Quanto aos temas, a variedade escapa de um enquadramento, mas pode se dividir em
três temas principais: o tema Brasil, o tema do conhecimento amoroso e o tema do auto
conhecimento e da conduta em face do mundo.
Seguindo essa esquematização, o autor destaca apenas um aspecto de Mário de
Andrade: a do poeta que desce em si mesmo e que se concentra em torno de sutilíssimas
emoções. O poeta é dominado por uma dupla preocupação de explorar os temas
brasileiros e de construir uma Poética, colocando o Brasil e a Poesia mais à margem e
formando um encontro puro.
Pelo fato de suas poesias não comportarem brilhos instrumentais, os grandes
virtuosismos se retiram para criar um despojamento completo, que sugere coisas em
virtude de sua proximidade com o silêncio.
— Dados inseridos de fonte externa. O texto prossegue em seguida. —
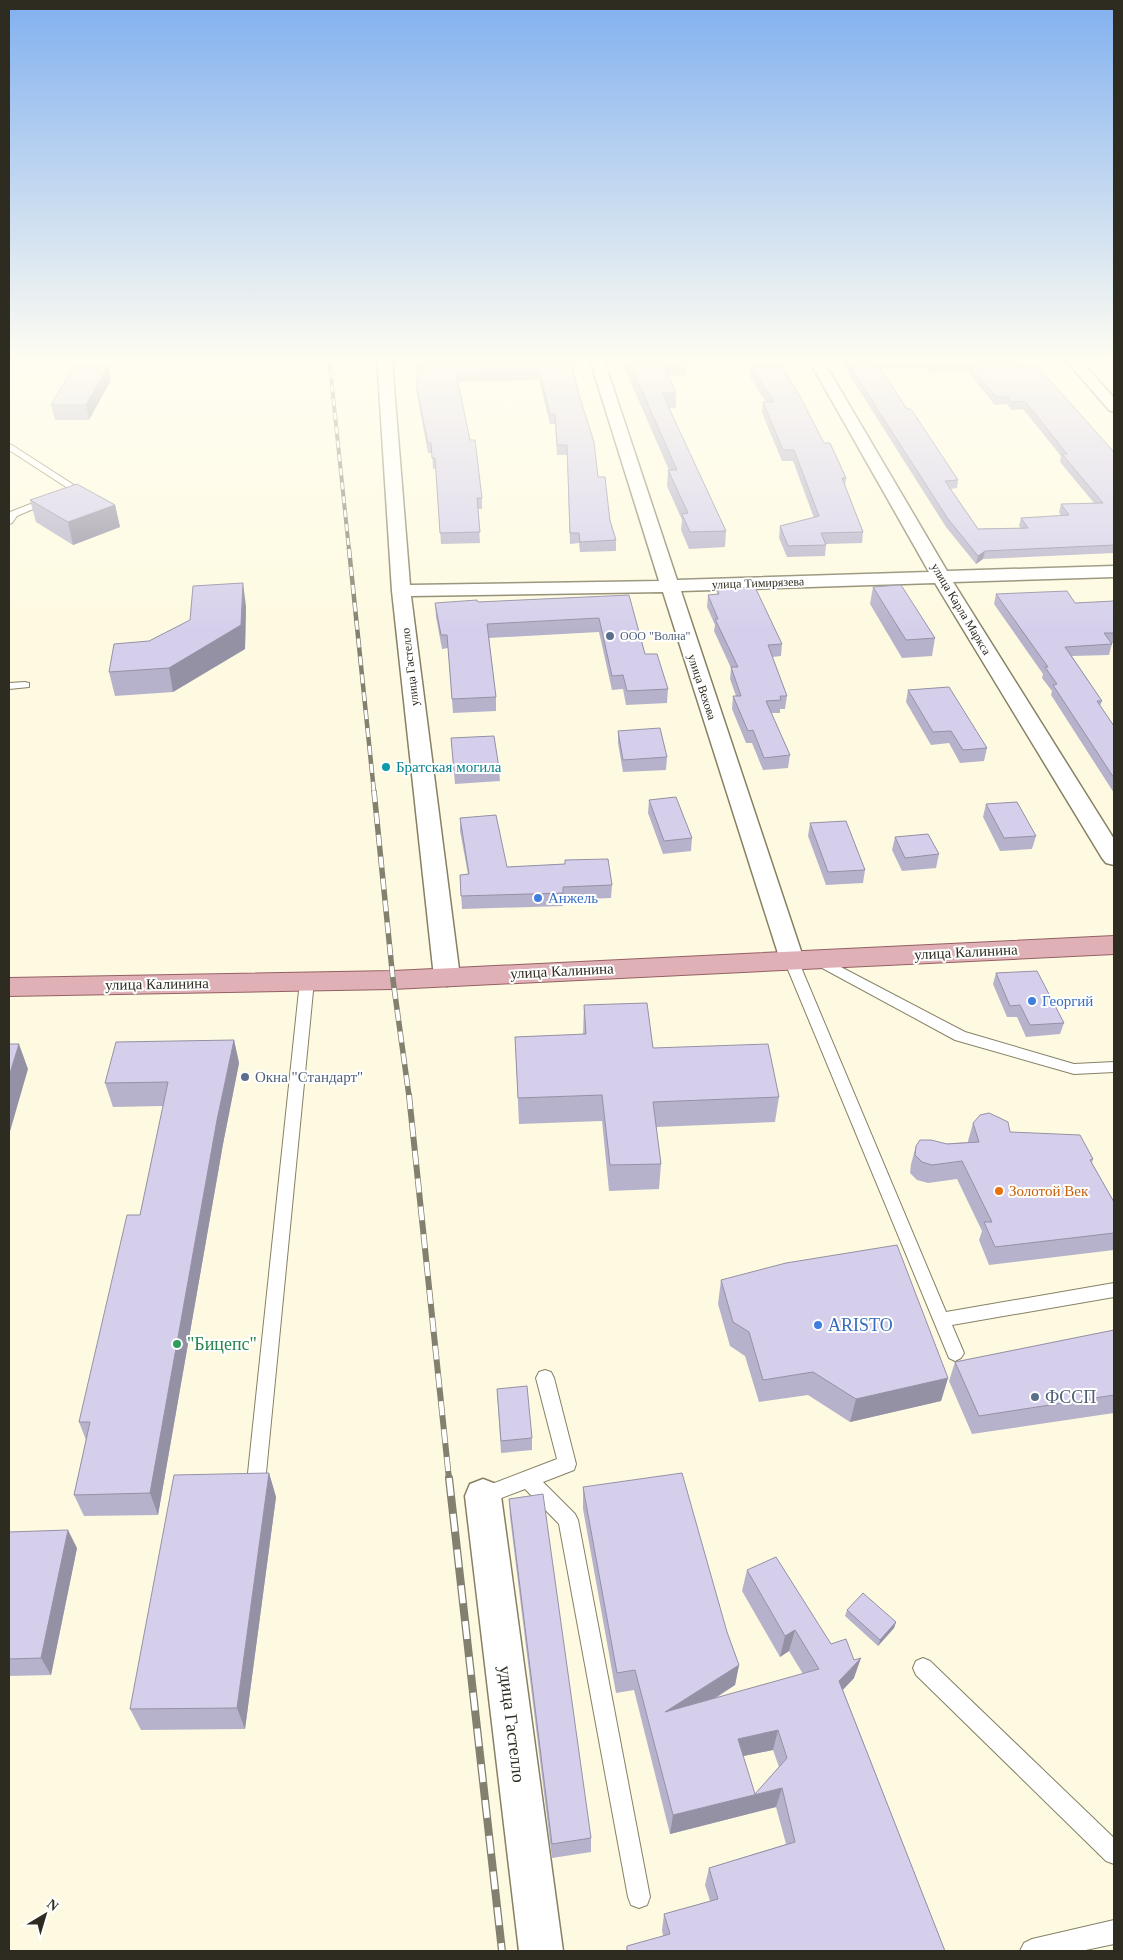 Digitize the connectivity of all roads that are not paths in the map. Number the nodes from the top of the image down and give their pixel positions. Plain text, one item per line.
1 (11, 448) edge
2 (391, 448) edge
3 (625, 448) edge
4 (867, 448) edge
5 (9, 520) edge
6 (1114, 571) edge
7 (941, 577) junction
8 (668, 586) junction
9 (401, 591) junction
10 (25, 685) dead end
11 (9, 686) edge
12 (1114, 858) edge
13 (1114, 945) edge
14 (803, 959) junction
15 (447, 977) junction
16 (307, 981) junction
17 (9, 987) edge
18 (1114, 1067) edge
19 (1114, 1290) edge
20 (941, 1320) junction
21 (954, 1353) dead end
22 (545, 1378) dead end
23 (257, 1472) edge
24 (528, 1479) junction
25 (482, 1496) joint
26 (923, 1668) dead end
27 (1114, 1853) edge
28 (639, 1897) dead end
29 (1114, 1932) edge
30 (541, 1951) edge
31 (1032, 1951) edge

1 - 5 lane
2 - 9 street, улица Гастелло
3 - 8 street, улица Вехова
4 - 7 street, улица Карла Маркса
6 - 7 street, улица Тимирязева
7 - 8 street, улица Тимирязева
7 - 12 street, улица Карла Маркса
8 - 9 street, улица Тимирязева
8 - 14 street, улица Вехова
9 - 15 street, улица Гастелло
10 - 11 lane
13 - 14 main road, улица Калинина
14 - 15 main road, улица Калинина
14 - 18 lane
14 - 20 lane
15 - 16 main road, улица Калинина
16 - 17 main road, улица Калинина
16 - 23 lane
19 - 20 lane
20 - 21 lane
22 - 24 lane
24 - 25 lane
24 - 28 lane
25 - 30 street, удица Гастелло
26 - 27 lane
29 - 31 lane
A poesia participa de uma ordem de
emoções até uma raiz escura do próprio mistério, e se transforma em uma poesia de
descobrimento, que toca em pontos escondidos da alma e desliza pelas emoções em
busca de mais profundidade, a partir de um conhecimento essencial e inexprimível.
Mário de Andrade gosta de impor a sua presença e os seus modismos de
expressão e de ser, criando uma poesia do silencio e revelando aspectos ignorados da
alma. Essa característica de uma obra de descobrimento em profundidade é a máxima
finalidade de sua poesia, sendo despojada e perfeita, com traços indispensáveis para a
emoção. Ele mostrava ao seu leitor todo o processo poético com as suas riquezas,
diferente da ideia de que a poesia é apenas um afloramento do trabalho interior.
Em casos excepcionais, ele não utilizava tabuletas ou armadilhas para dar a
impressão de que sua poesia é de fato especial, e sim simples cantos de amor,
experiência física e ternura. O assunto não está na virtude poética ou no jogo de
palavras, e sim no próprio ato de olhar as coisas e senti-las, trazendo-as para um plano
em que a experiência poética as transforma em fontes eternas de beleza.